One of the busiest Mountain Rescue Teams in England. 2016 our 52nd year

Team History

 The Patterdale Mountain Rescue Team was founded in 1964 by Dr James Ogilvie, Patterdale’s local doctor. A man of vision and action, he was an experienced climber and mountaineer and his efforts established a Team, which has now developed into one of the busiest in the Lake District. The Supporters’ Club was established by the late John Scott in 1998 and there have been 7 Team Leaders since 1964:

  • Dr James Ogilvie 1964 - 1973
  • Bob Gallagher 1973 -1975
  • Joe Boothroyd 1975 - 1983
  • Tom Fynn 1983 - 1991
  • Dave Freeborn MBE 1991 - 2008
  • Martin Cotterell 2008 - 2013
  • Mike Blakey 2013 - present

The Team operated from a converted barn provided by the Patterdale Hotel.

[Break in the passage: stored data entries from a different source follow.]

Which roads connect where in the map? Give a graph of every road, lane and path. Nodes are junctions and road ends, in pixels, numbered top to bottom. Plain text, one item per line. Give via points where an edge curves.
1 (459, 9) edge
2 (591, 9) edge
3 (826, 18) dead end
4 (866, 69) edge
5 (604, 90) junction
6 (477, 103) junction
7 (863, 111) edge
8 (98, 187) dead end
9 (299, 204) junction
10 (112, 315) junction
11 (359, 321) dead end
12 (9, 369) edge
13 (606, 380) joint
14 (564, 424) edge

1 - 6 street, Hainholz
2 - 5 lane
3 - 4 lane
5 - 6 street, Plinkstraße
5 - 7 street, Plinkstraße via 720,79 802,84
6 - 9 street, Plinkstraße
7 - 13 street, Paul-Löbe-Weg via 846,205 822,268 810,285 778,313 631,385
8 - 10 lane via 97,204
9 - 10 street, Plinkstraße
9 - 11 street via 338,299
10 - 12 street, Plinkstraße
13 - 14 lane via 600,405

This was adapted to changing needs over the years, but due to limited facilities had restricted the development of the Team and the service it offered. We are, however, very grateful to the Patterdale Hotel owners for long term support in providing the old premises at Deer Howe for so many years.

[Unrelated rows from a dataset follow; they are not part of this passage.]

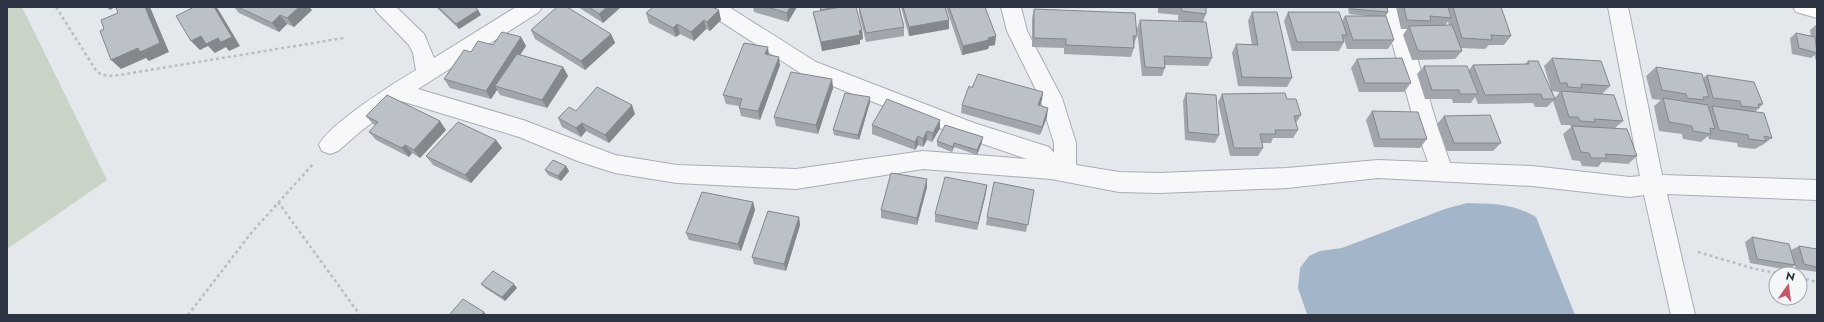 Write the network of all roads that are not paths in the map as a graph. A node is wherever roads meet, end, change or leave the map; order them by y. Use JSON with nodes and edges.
{"nodes":[{"id":1,"x":384,"y":7,"type":"edge"},
{"id":2,"x":532,"y":7,"type":"edge"},
{"id":3,"x":713,"y":7,"type":"edge"},
{"id":4,"x":1011,"y":7,"type":"edge"},
{"id":5,"x":1392,"y":7,"type":"edge"},
{"id":6,"x":1618,"y":7,"type":"edge"},
{"id":7,"x":1803,"y":7,"type":"edge"},
{"id":8,"x":1817,"y":10,"type":"edge"},
{"id":9,"x":427,"y":73,"type":"junction"},
{"id":10,"x":398,"y":92,"type":"junction"},
{"id":11,"x":330,"y":145,"type":"road end"},
{"id":12,"x":1058,"y":171,"type":"junction"},
{"id":13,"x":1443,"y":173,"type":"junction"},
{"id":14,"x":1653,"y":184,"type":"junction"},
{"id":15,"x":1817,"y":190,"type":"edge"},
{"id":16,"x":1683,"y":315,"type":"edge"}],
"edges":[{"from":1,"to":9,"type":"street"},
{"from":2,"to":9,"type":"street"},
{"from":3,"to":12,"type":"street"},
{"from":4,"to":12,"type":"street"},
{"from":5,"to":13,"type":"street"},
{"from":6,"to":14,"type":"street"},
{"from":7,"to":8,"type":"street"},
{"from":9,"to":10,"type":"street"},
{"from":10,"to":11,"type":"street"},
{"from":10,"to":12,"type":"street"},
{"from":12,"to":13,"type":"street"},
{"from":13,"to":14,"type":"street"},
{"from":14,"to":15,"type":"street"},
{"from":14,"to":16,"type":"street"}]}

The new centre is now built and open and has cost in the region of £345,000. It is sited in the heart of Patterdale, has facilities to provide the highest standard of on-site medical care, a dedicated quiet area for friends or family of the casualty, a control room with the latest communications technology, security for vehicles and equipment, an indoor training area and facilities to educate school groups and the general public in the ways of mountain rescue.

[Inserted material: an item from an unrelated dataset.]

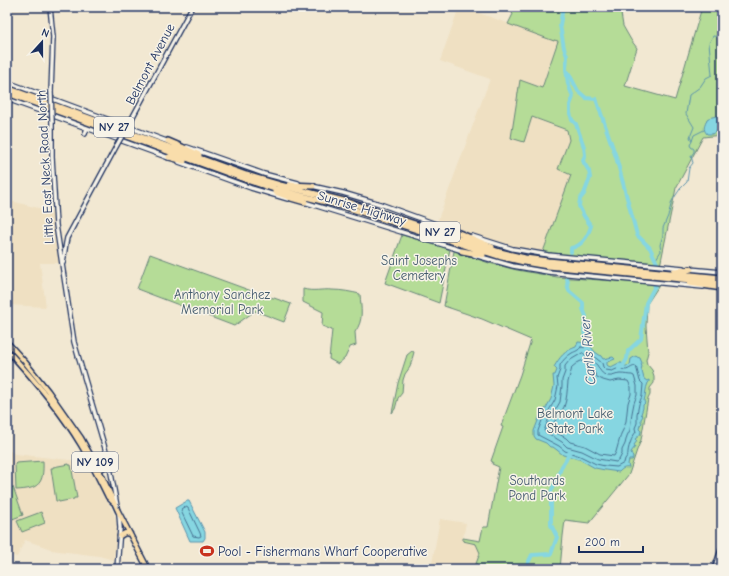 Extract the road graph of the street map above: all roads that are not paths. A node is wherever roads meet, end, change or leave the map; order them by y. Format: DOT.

The principal problems that forced us to build a new headquarters are shown below -

  • No area for keeping the casualty at Base whilst awaiting the County ambulance.
  • No clinical treatment area to render first aid before transfer to the ambulance.
  • Outside transfer to the ambulance with the possibility of worsening the condition of the casualty.
  • Lack of a ‘quiet area’, away from the control room, for relatives/accompanying persons to wait whilst the rescue is in progress.
  • No private area for re-uniting the casualty with the relatives/accompanying persons.
  • Poor conditions for the communication, office and medical equipment; temperature and humidity control lacking.
  • No mice-free storage for the climbing ropes!
  • Security concerns during rescues and when the base is closed.
  • Lack of covered storage for the rescue boat, with worries about its vulnerability to theft and quicker deterioration.
  • No possibility of room for a third vehicle at base.
  • Lack of adequate indoor training facilities; both a lecture room and a rope training area would be an asset.
  • Lack of indoor maintenance workshop.
  • There was no room to expand at the old base.

The new rescue centre, which is now built has solved all of these problems. Our grateful thanks to all who made this project possible. The new Rescue Centre was treated as a one-off capital project and has been funded without recourse to the operational revenue of the Team.